Nearly half of the 26 countries that back Taiwan are located in the Western Hemisphere, including all of the Central American countries plus Paraguay. In recent years, China has been trolling Caribbean waters to pick off Taiwan's remaining allies.

• In 1997, the Bahamas and St. Lucia were rewarded with millions of dollars in trade and aid packages for granting diplomatic recognition to China.

• In 1998, China joined the Caribbean Development Bank, taking a 6 percent capital stake and establishing a special $1 million trust fund for Chinese experts to provide regional assistance.

• Most recently, the tiny island countries of Dominica and Grenada were both handsomely compensated by China for revoking longstanding support for Taiwan. Dominica fetched $112 million pledged over six years, while Grenada received support for rebuilding and expanding the national stadium for the 2007 Cricket World Cup, the construction of 2,000 housing units, a $1 million scholarship fund and $6 million in grants.

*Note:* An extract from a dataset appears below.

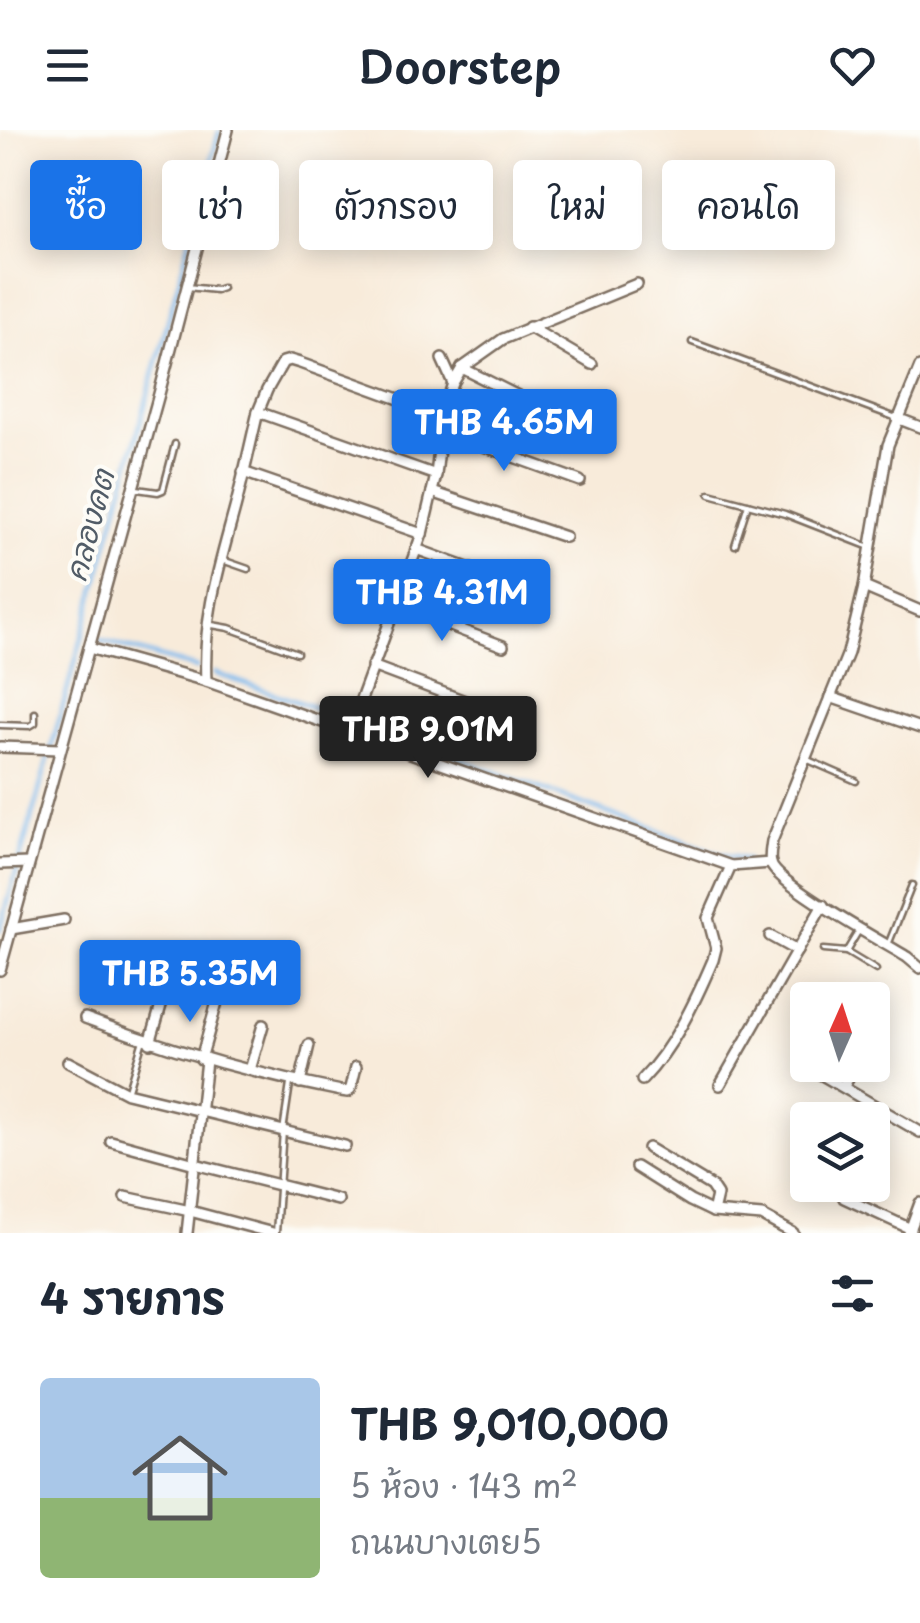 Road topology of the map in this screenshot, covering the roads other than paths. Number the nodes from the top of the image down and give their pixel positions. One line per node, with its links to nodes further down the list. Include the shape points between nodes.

China's recent power-play at the U.N Security Council's deliberations on Haiti underlines how seriously it is pursuing diplomatic recognition in the Caribbean. Meanwhile, China's economic links to the region are rapidly intensifying. In 2004, Chinese trade with the Caribbean totaled $2 billion, an increase of more than 40 percent over the previous year. China is now Cuba's third-largest trading partner, with hundreds of millions of dollars invested in the island's nickel industry. Meanwhile, China is keen to win the support of the five Caribbean countries that recognize Taiwan: Haiti, the Dominican Republic, Belize, St. Kitts & Nevis, and St. Vincent and the Grenadines. China is also seeking to normalize relations with Central America, as demonstrated by the decision to invite Guatemala's economics minister to Beijing this week for trade discussions.

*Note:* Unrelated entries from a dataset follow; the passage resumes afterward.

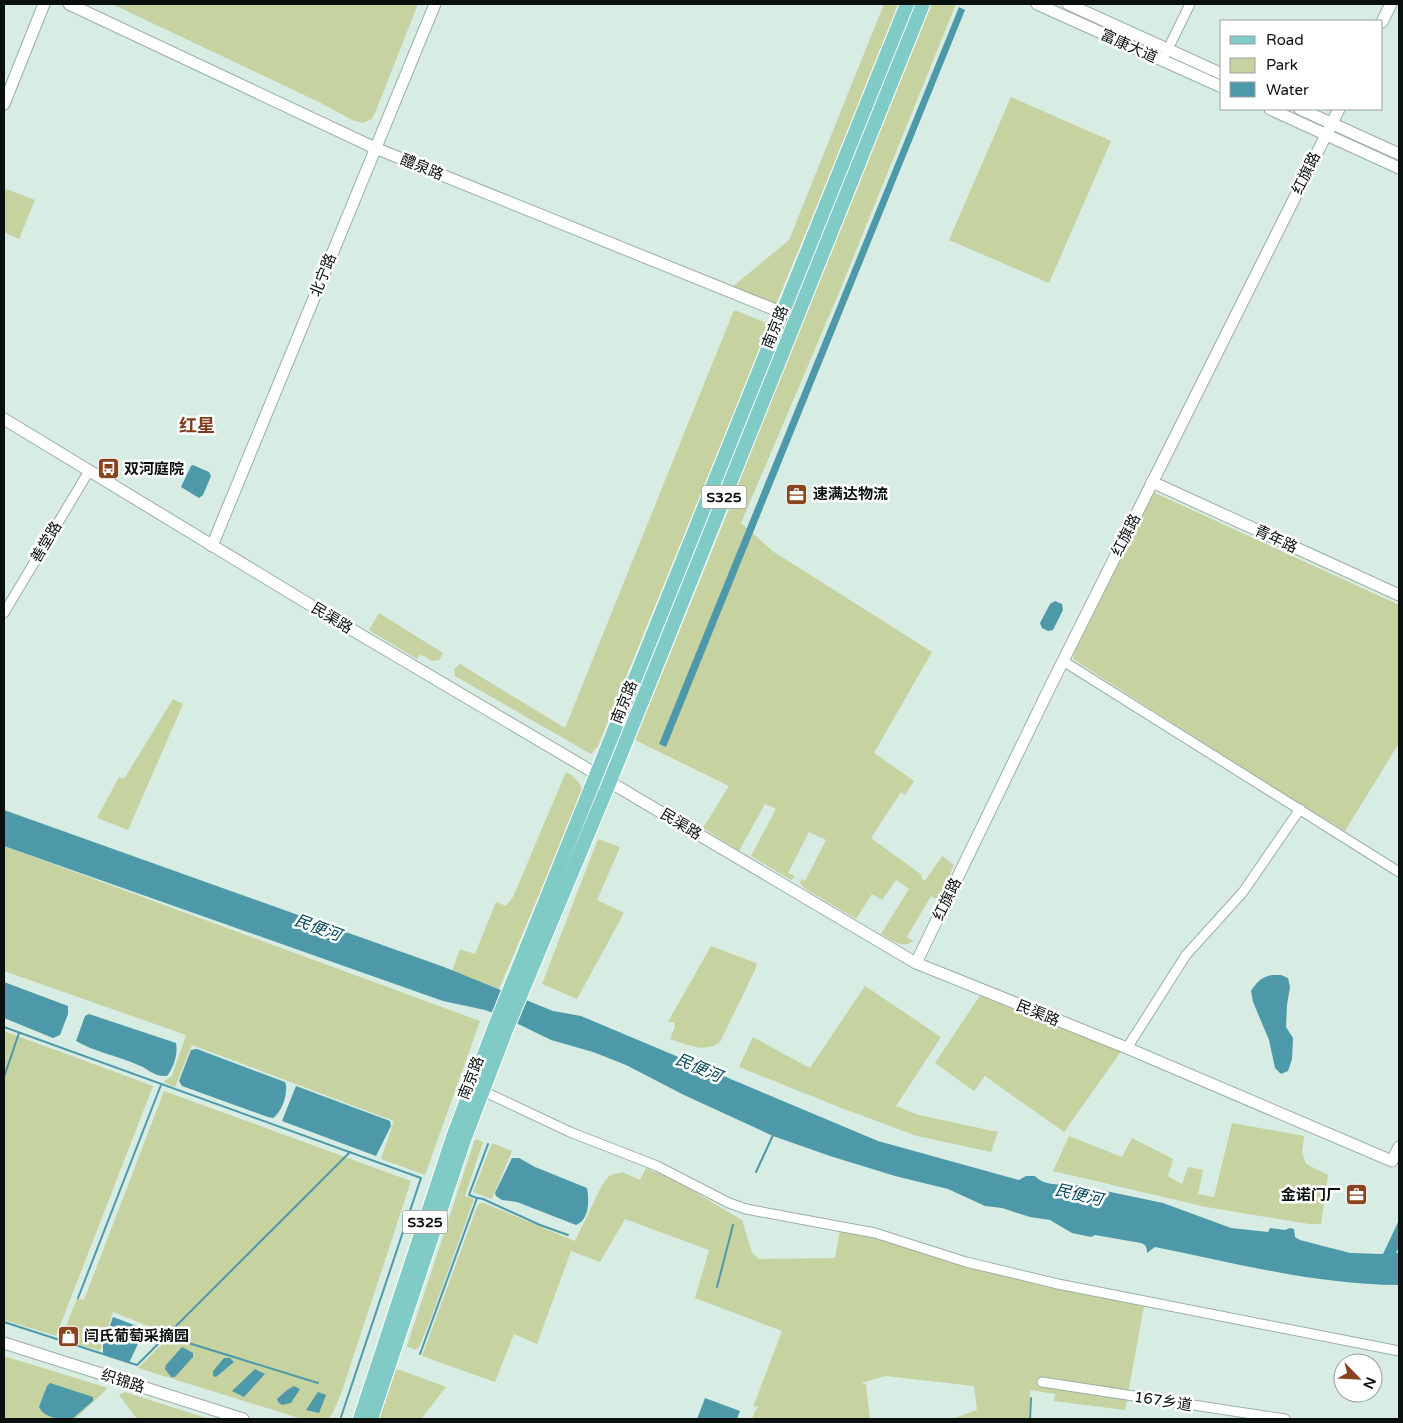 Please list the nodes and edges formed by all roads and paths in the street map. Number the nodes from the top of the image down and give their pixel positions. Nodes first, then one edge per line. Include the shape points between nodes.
1 (44, 4) edge
2 (69, 4) edge
3 (435, 4) edge
4 (908, 4) edge
5 (925, 4) edge
6 (1037, 4) edge
7 (1068, 4) edge
8 (1190, 4) edge
9 (1391, 4) edge
10 (1383, 20) edge
11 (1168, 49) junction
12 (1163, 61) junction
13 (1220, 73) edge
14 (1220, 86) edge
15 (4, 104) edge
16 (1272, 110) edge
17 (1302, 110) edge
18 (1338, 110) edge
19 (1331, 123) junction
20 (1326, 134) junction
21 (375, 148) junction
22 (1399, 154) edge
23 (1399, 168) edge
24 (783, 314) junction
25 (4, 419) edge
26 (89, 471) junction
27 (1152, 482) junction
28 (212, 546) junction
29 (1399, 596) edge
30 (4, 613) edge
31 (1063, 661) junction
32 (597, 774) junction
33 (610, 782) junction
34 (1300, 810) junction
35 (1399, 872) edge
36 (916, 964) junction
37 (517, 987) junction
38 (501, 1028) junction
39 (1127, 1048) junction
40 (483, 1091) junction
41 (1399, 1147) edge
42 (4, 1343) edge
43 (1399, 1351) edge
44 (377, 1370) junction
45 (1042, 1382) dead end
46 (243, 1419) edge
47 (354, 1419) edge
48 (360, 1419) edge
49 (371, 1419) edge
50 (1285, 1419) edge

1 - 15 street
2 - 21 street, 醴泉路
3 - 21 street, 北宁路
4 - 24 main road, 南京路 / S325
5 - 33 main road, 南京路 / S325
6 - 12 street, 富康大道
7 - 11 street, 富康大道
8 - 11 street
9 - 10 street
11 - 12 street
11 - 13 street, 富康大道
12 - 14 street, 富康大道
16 - 20 street
17 - 19 street
18 - 19 street, 红旗路
19 - 20 street, 红旗路
19 - 22 street
20 - 23 street
20 - 27 street, 红旗路
21 - 24 street, 醴泉路
21 - 28 street, 北宁路
24 - 32 main road, 南京路 / S325
25 - 26 street, 民渠路
26 - 28 street, 民渠路
26 - 30 street, 善堂路
27 - 29 street, 青年路
27 - 31 street, 红旗路
28 - 32 street, 民渠路
31 - 34 street
31 - 36 street, 红旗路
32 - 33 street, 民渠路
32 - 37 main road, 南京路 / S325
33 - 36 street, 民渠路
33 - 37 main road, 南京路 / S325
34 - 35 street
34 - 39 street via 1244,892 1186,955
36 - 39 street, 民渠路
37 - 38 main road, 南京路 / S325
38 - 40 main road, 南京路 / S325
38 - 44 main road, 南京路 / S325 via 453,1137
39 - 41 street, 民渠路 via 1392,1161
40 - 43 street via 746,1209 875,1233 966,1262 1058,1284
40 - 49 main road, 南京路 / S325
42 - 46 street, 织锦路
44 - 47 street
44 - 48 main road, 南京路 / S325
45 - 50 street, 167乡道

In recent congressional testimony, Gen. Bantz Craddock, the head of the U.S. Southern Command, declared that ''an increasing presence of the People's Republic of China in the region is an emerging dynamic that must not be ignored.'' As Haiti and other Caribbean countries are quickly learning, flouting China's foreign-policy demands -- especially on the issue of Taiwan -- is becoming a luxury they can no longer afford.

Daniel P. Erikson is director of Caribbean programs at the Inter-American Dialogue.